AffinityTechnology Group Engages Morgan Keegan
Affinity Engages Morgan Keegan to Raise Additional Capital and the McBride Firm to Assist with Patent Licensing and LitigationJuly 11, 2006--Affinity Technology Group, Inc. (OTCBB:AFFI - News) today announced that it has engaged Morgan Keegan & Company as its exclusive financial advisor to assist the company in raising additional capital and to assist with its patent licensing program. In addition, Affinity has engaged McBride Law, PC of Santa Monica, California as additional counsel with Withrow & Terranova, the Company's current patent licensing representative, to join ongoing patent litigation and the Company's patent licensing program.

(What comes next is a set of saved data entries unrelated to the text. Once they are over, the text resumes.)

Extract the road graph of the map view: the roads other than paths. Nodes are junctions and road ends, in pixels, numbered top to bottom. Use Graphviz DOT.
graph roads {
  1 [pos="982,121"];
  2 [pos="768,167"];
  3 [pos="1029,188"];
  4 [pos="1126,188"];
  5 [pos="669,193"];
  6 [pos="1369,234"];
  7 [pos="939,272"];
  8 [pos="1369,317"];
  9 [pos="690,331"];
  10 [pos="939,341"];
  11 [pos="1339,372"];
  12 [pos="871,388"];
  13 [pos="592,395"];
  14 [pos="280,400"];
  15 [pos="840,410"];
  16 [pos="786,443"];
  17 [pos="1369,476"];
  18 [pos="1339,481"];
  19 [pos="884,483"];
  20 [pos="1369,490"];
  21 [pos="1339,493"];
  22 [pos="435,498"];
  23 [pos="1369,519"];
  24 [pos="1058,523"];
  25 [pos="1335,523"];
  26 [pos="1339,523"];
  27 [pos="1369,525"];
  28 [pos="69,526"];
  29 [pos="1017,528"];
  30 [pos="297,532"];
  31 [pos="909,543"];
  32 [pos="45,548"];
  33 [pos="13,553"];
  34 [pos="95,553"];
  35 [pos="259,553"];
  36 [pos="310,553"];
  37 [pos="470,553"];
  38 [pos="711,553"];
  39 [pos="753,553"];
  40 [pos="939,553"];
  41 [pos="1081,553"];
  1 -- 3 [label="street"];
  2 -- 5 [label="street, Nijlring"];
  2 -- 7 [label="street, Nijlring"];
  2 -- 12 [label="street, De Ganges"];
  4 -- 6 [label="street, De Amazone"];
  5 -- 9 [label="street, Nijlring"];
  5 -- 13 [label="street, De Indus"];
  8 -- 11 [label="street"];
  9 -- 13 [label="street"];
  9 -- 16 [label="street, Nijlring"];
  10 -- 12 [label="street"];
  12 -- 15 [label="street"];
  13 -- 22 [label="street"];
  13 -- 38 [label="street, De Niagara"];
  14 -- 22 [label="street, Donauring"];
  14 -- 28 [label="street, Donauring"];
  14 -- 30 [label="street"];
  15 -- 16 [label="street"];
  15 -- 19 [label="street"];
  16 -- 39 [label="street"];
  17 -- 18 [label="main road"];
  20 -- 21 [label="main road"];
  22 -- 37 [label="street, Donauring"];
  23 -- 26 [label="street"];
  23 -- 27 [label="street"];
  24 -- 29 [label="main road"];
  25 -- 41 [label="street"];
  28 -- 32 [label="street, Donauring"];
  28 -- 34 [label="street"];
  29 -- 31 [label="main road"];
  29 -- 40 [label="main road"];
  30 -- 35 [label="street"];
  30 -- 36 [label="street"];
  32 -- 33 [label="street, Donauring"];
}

Joe Boyle, President and Chief Executive Officer, stated, "We are very pleased to have Morgan Keegan and the McBride Law firm join us as a part of our team." As previously reported, Affinity was notified on March 30, 2006 that the U.S. Patent and Trademark Office had concluded its two year reexamination process, which was initiated by third parties, and resulted in the full allowance of all the claims of the Company's U.S. Patent No. 6,105,007. This decision was preceded by similar successful reexaminations of the Company's U.S. Patent No. 5,870,721C1 and U.S. Patent No. 5,940,811C1. "With the successful reexamination process now behind us and the addition of Morgan Keegan and the McBride Law Firm, Affinity is better positioned to move forward with a vigorous commercialization effort for its broad intellectual property position."
Under the terms of the two-year agreement, Affinity has issued Morgan Keegan a five-year warrant to acquire 2,500,000 shares of Affinity's common stock for $0.50 per share. Affinity's stock price closed at $0.18 per share at the end of trading on Monday. In addition, Affinity has agreed to pay Morgan Keegan a cash fee ranging from 1% to 5% of the amount of capital raised by Morgan Keegan for financings over $5 million. Morgan Keegan has agreed to assist Affinity in placing the remaining $1.4 million under its convertible debenture program for no additional cash fee.
Under the revised agreement with Withrow & Terranova and the addition of the McBride Law firm, Affinity has maintained its existing 25% contingency fee structure, which is payable on all amounts received by the Company as a result of patent litigation and/or patent licensing, with 19% payable to Withrow & Terranova and 6% payable to the McBride Firm. In connection with contingency fees payable to the attorneys for patent licensing unrelated to litigation, the 25% fee structure decreases on a sliding scale to a minimum of 5% as the cumulative amount of patent licensing revenues exceeds $100 million. In addition, Affinity has agreed to pay 50% of these firms' billing rates for work done for the Company.
About Affinity Technology Group, Inc.
Through its subsidiary, decisioning.com, Inc., Affinity Technology Group, Inc. owns a portfolio of patents that covers the automated processing and establishment of loans, financial accounts and credit accounts through an applicant-directed remote interface, such as a personal computer or terminal touch screen. Affinity's patent portfolio includes U. S. Patent No. 5,870,721C1, No. 5,940,811C1, and No. 6,105,007.
Forward-looking statements in this news release are made pursuant to the safe harbor provisions of the Private Securities Litigation Reform Act of 1995. Investors are cautioned that our business is subject to several substantial risks and uncertainties, including the Company's very limited capital resources and the possibility that we may be unable to raise additional capital in amounts sufficient to permit us to continue operations; the risk that we may lose all or part of the claims covered by our patents as a result of challenges to our patents; the risk that our patents may be subject to additional reexamination by the U.S. Patent and Trademark Office or challenge by third parties; the possibility that all or some of the holders of the convertible secured notes issued by the Company may take action to collect the amounts outstanding under these notes; the result of ongoing litigation; and unanticipated costs and expenses affecting the Company's cash position. If the Company is not able to raise additional capital immediately, it may be forced to consider alternatives for winding down its business, which may include offering its patents for sale or filing for bankruptcy protection. Moreover, if any of the holders of the convertible notes issued by the Company take action to collect the amounts owed by the Company under these notes, the Company will be forced to consider alternatives for winding down its business, which may include offering its patents for sale or filing for bankruptcy protection. These and other factors may cause actual results to differ materially from those anticipated.